Collected data entries

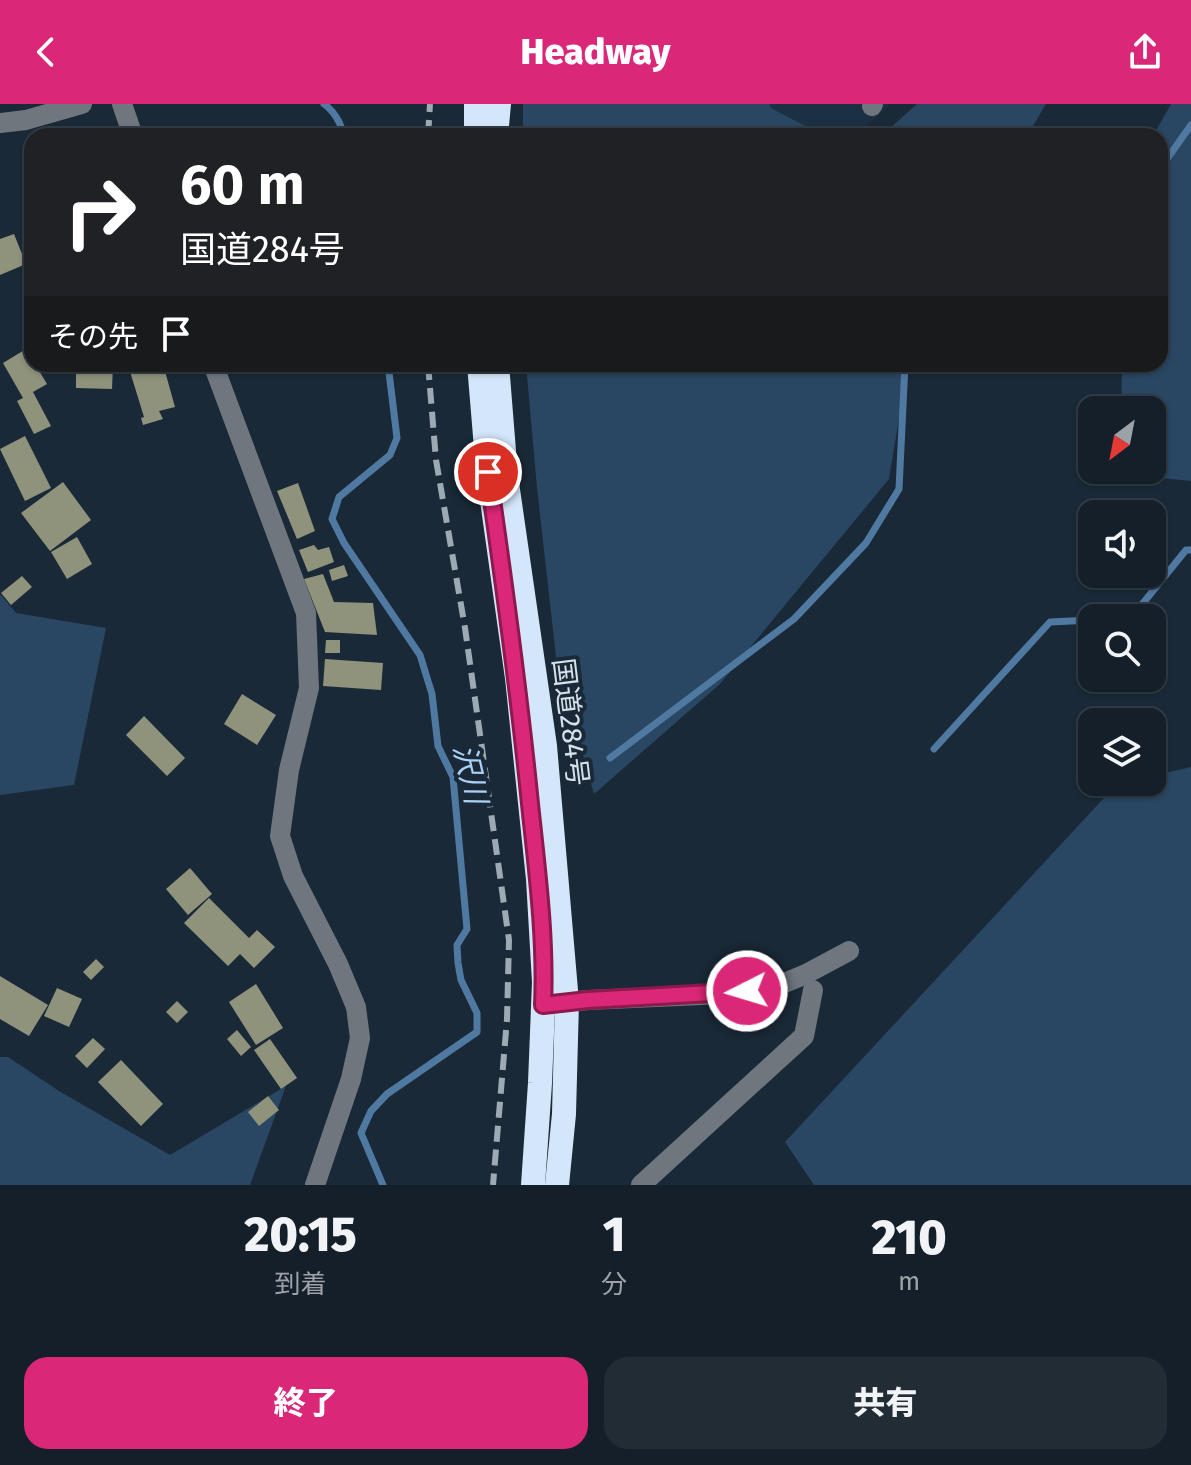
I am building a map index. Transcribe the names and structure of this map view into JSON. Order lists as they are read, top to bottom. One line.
{"streets":{"highway":["国道284号"]},"water":["沢川"],"north":"bottom left","page":{"header":"Headway","turn":["60 m","国道284号"],"then":"その先","eta":["20:15","到着","1","分","210","m"],"buttons":["終了","共有"]}}
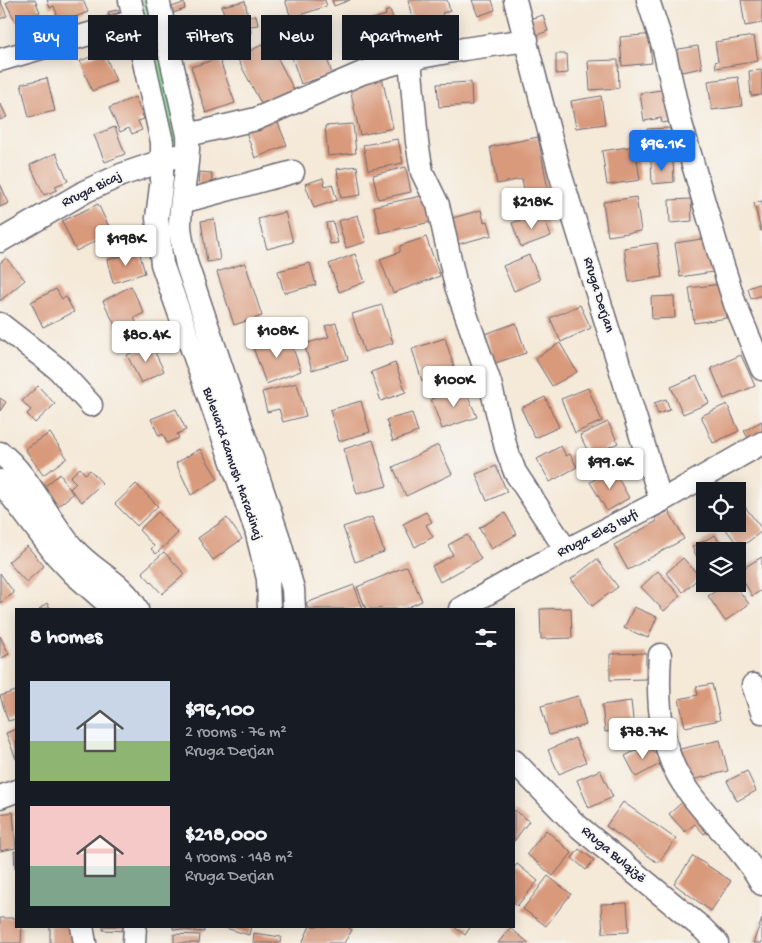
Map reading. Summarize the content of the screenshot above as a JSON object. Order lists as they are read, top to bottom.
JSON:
{
  "streets": {
    "street": [
      "Rruga Bicaj",
      "Rruga Derjan",
      "Bulevard Ramush Haradinaj",
      "Rruga Elez Isufi",
      "Rruga Bulqizë"
    ]
  },
  "crossings": [
    ["Rruga Bicaj", "Rruga Derjan"],
    ["Rruga Bicaj", "Bulevard Ramush Haradinaj"],
    ["Rruga Derjan", "Rruga Elez Isufi"]
  ],
  "page": {
    "chip": [
      "Buy",
      "Rent",
      "Filters",
      "New",
      "Apartment"
    ],
    "price": [
      "$96.1K",
      "$218K",
      "$198K",
      "$108K",
      "$80.4K",
      "$100K",
      "$99.6K",
      "$78.7K"
    ],
    "heading": "8 homes",
    "list": [
      {
        "name": "$96,100",
        "note": "2 rooms · 76 m² · Rruga Derjan"
      },
      {
        "name": "$218,000",
        "note": "4 rooms · 148 m² · Rruga Derjan"
      }
    ]
  }
}
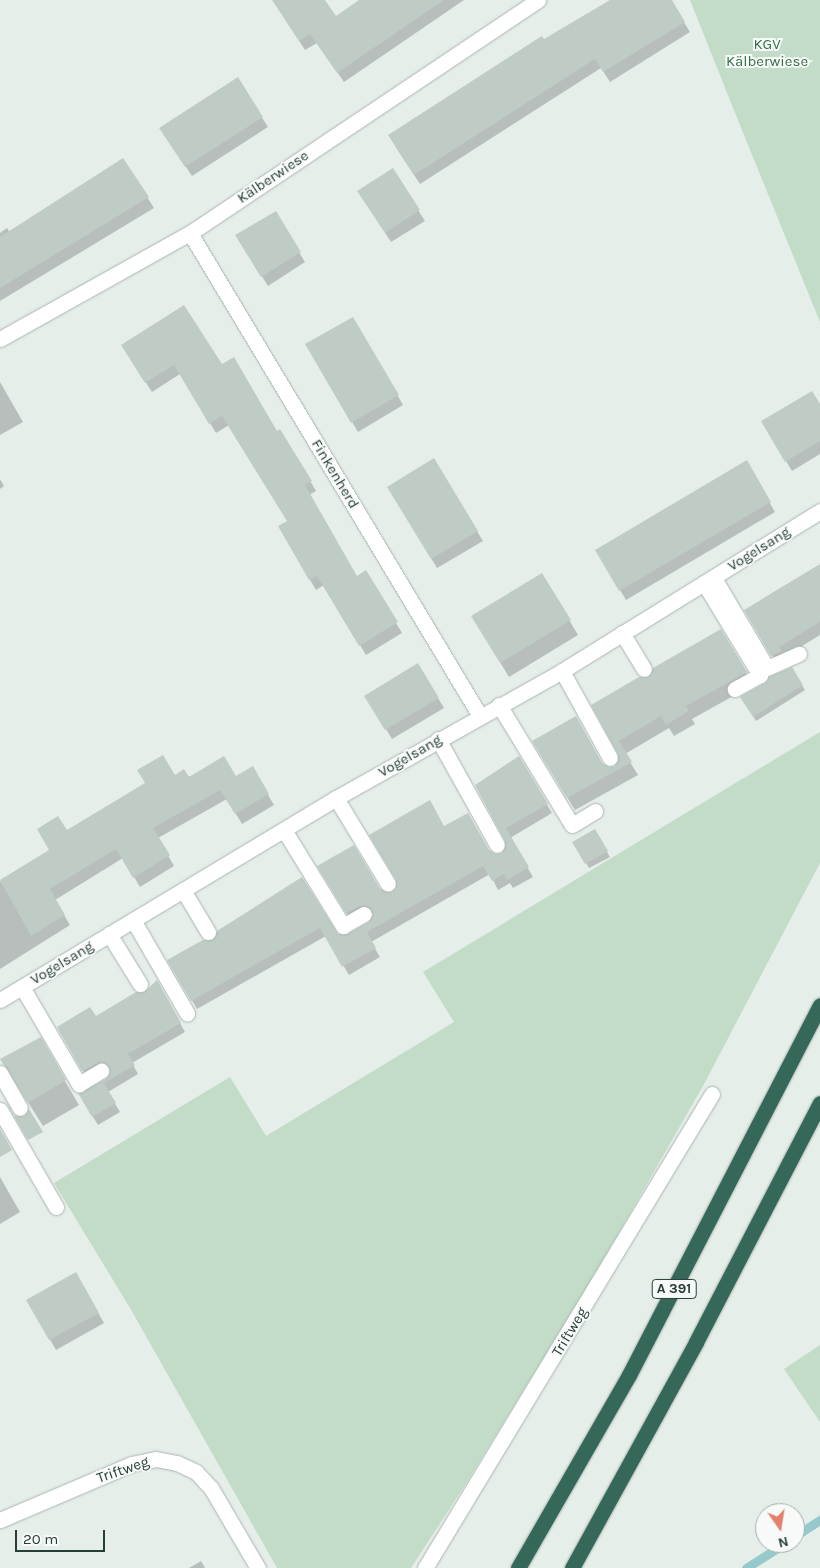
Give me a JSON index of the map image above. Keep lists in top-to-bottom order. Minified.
{"streets":{"highway":["A 391"],"street":["Kälberwiese","Finkenherd","Vogelsang","Triftweg"]},"crossings":[["Kälberwiese","Finkenherd"],["Finkenherd","Vogelsang"]],"parks":["KGV Kälberwiese"],"scale_bar":"20 m","north":"bottom"}
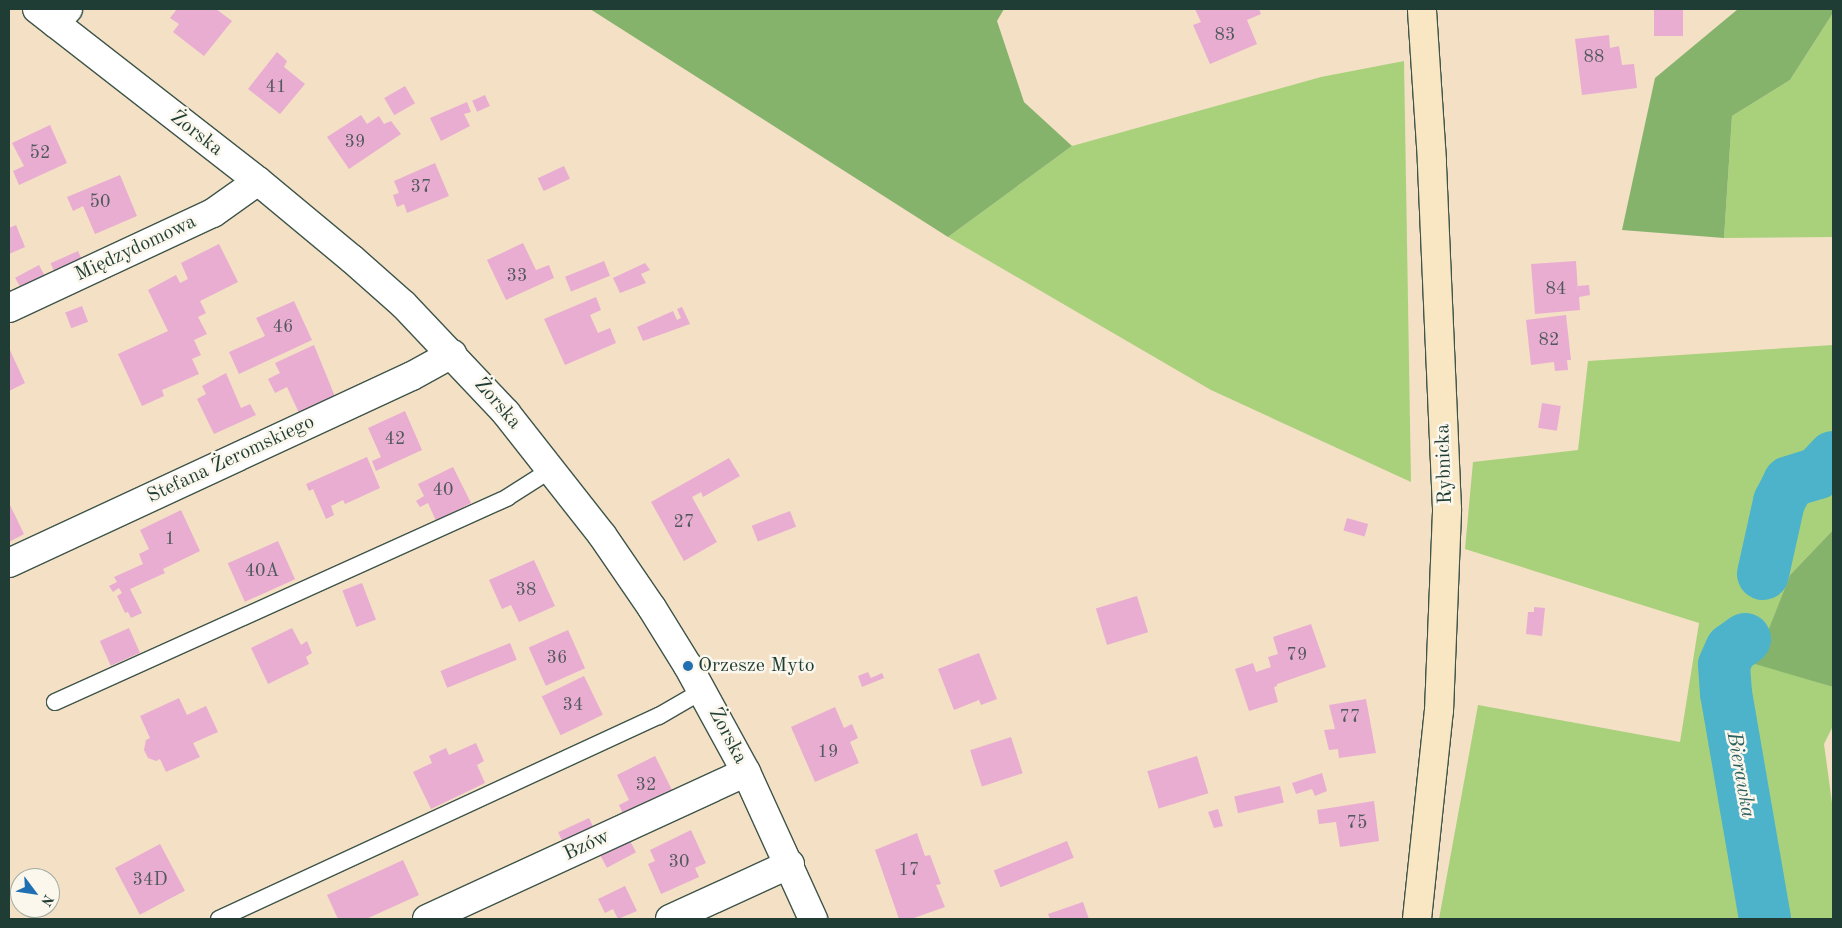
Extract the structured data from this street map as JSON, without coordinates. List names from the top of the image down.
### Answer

*TASK BRIEF*.
Leave out any pictures and return exactly the lines from the beginning of the data through the line with "Map reading. Summarize", inclusive.

*SOLUTION*.
I am building a map index. Transcribe the names and structure of this map view into JSON. Order lists as they are read, top to bottom. One line.
{"streets":{"highway":["国道284号"]},"water":["沢川"],"north":"bottom left","page":{"header":"Headway","turn":["60 m","国道284号"],"then":"その先","eta":["20:15","到着","1","分","210","m"],"buttons":["終了","共有"]}}
Map reading. Summarize the content of the screenshot above as a JSON object. Order lists as they are read, top to bottom.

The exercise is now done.